I snarled and started to lunge at her, but a motion from Lucas stopped me. Behind Simmons’s back, he shook his head. He was right, of course. I was a dozen feet away. She could slit my daughter’s throat before I got to her.
“Oh, I will enjoy this,” Simmons said, eyes glimmering with the same hunger I’d seen in the visions and in the cemetery. “Now, where to begin…?”
Lucas motioned again, signaling an idea. I gave the barest nod. Lucas counted down on his fingers as his lips moved in a cast.
Three, two, one.
He launched a fireball, hitting Simmons in the back of the head. The moment she stumbled forward, I slammed Savannah with a knock-back spell, throwing her backward, out of Simmons’s grip. Lucas grabbed Savannah and shoved her behind him, then went after the knife.

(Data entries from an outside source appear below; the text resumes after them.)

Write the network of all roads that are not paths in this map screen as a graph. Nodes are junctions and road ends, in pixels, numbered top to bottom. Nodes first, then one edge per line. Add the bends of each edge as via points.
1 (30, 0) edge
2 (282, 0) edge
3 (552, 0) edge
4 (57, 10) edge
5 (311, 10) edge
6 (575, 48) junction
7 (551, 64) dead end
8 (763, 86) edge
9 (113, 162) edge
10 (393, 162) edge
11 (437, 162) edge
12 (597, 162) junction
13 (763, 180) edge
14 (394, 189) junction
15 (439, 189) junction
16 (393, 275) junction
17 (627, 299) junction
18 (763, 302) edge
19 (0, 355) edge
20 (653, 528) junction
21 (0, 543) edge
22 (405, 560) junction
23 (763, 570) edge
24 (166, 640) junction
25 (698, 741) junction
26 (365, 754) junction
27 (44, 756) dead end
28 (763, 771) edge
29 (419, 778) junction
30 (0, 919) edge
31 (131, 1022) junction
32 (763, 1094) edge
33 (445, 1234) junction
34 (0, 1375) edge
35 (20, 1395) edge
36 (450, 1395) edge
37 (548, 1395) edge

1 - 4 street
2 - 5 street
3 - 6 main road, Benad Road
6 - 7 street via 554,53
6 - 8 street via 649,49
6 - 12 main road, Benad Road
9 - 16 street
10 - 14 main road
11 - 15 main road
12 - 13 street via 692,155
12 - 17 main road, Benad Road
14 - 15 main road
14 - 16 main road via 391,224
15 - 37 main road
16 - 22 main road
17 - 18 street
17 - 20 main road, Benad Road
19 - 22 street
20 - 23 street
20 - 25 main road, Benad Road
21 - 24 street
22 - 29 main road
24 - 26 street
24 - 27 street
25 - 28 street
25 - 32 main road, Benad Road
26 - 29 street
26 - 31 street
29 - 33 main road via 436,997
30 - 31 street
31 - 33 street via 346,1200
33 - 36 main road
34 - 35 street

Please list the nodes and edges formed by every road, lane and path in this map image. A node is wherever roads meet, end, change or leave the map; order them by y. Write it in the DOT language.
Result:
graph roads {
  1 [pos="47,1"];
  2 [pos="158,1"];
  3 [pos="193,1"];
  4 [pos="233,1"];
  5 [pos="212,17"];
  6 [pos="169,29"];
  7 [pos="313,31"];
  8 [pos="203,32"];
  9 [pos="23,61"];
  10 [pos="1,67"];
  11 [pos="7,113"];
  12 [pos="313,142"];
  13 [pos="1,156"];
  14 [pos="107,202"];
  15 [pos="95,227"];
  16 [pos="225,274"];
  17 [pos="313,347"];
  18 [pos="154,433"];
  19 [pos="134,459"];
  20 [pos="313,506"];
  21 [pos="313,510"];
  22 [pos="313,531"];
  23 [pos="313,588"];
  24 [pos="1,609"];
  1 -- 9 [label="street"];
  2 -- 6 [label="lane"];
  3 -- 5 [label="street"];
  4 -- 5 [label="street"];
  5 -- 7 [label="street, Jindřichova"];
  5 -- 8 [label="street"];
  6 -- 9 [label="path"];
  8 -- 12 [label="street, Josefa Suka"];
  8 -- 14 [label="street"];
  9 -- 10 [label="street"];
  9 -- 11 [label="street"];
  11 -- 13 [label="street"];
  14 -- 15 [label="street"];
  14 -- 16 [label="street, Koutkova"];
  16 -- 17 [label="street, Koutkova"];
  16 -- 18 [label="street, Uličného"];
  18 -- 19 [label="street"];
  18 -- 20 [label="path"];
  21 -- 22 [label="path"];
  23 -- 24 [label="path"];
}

I raced across the room and snatched Simmons’s arm as she spun back toward Lucas and Savannah. I yanked, and kicked at her feet, and she went down. While I fought to hold Simmons, Lucas said something to Savannah. They both cast binding spells. Simmons’s arm lashed out at me. Her hand bounced off my shoulder. She growled and kicked, but could barely move her legs.
“It’s working,” I called to them. “Well enough, at least.”
I pinned Simmons easily. As my hands went to her throat, Simmons’s eyes blazed. Then her gaze went dull, empty. I squeezed, and her eyes closed. I hesitated. Shit! What if the binding spell killed her? It obviously wasn’t working the way it should. Maybe—
Jaime’s body leapt up, nearly throwing me off. I held on tight and put my full weight on her. I looked back into her eyes, and knew Simmons was gone.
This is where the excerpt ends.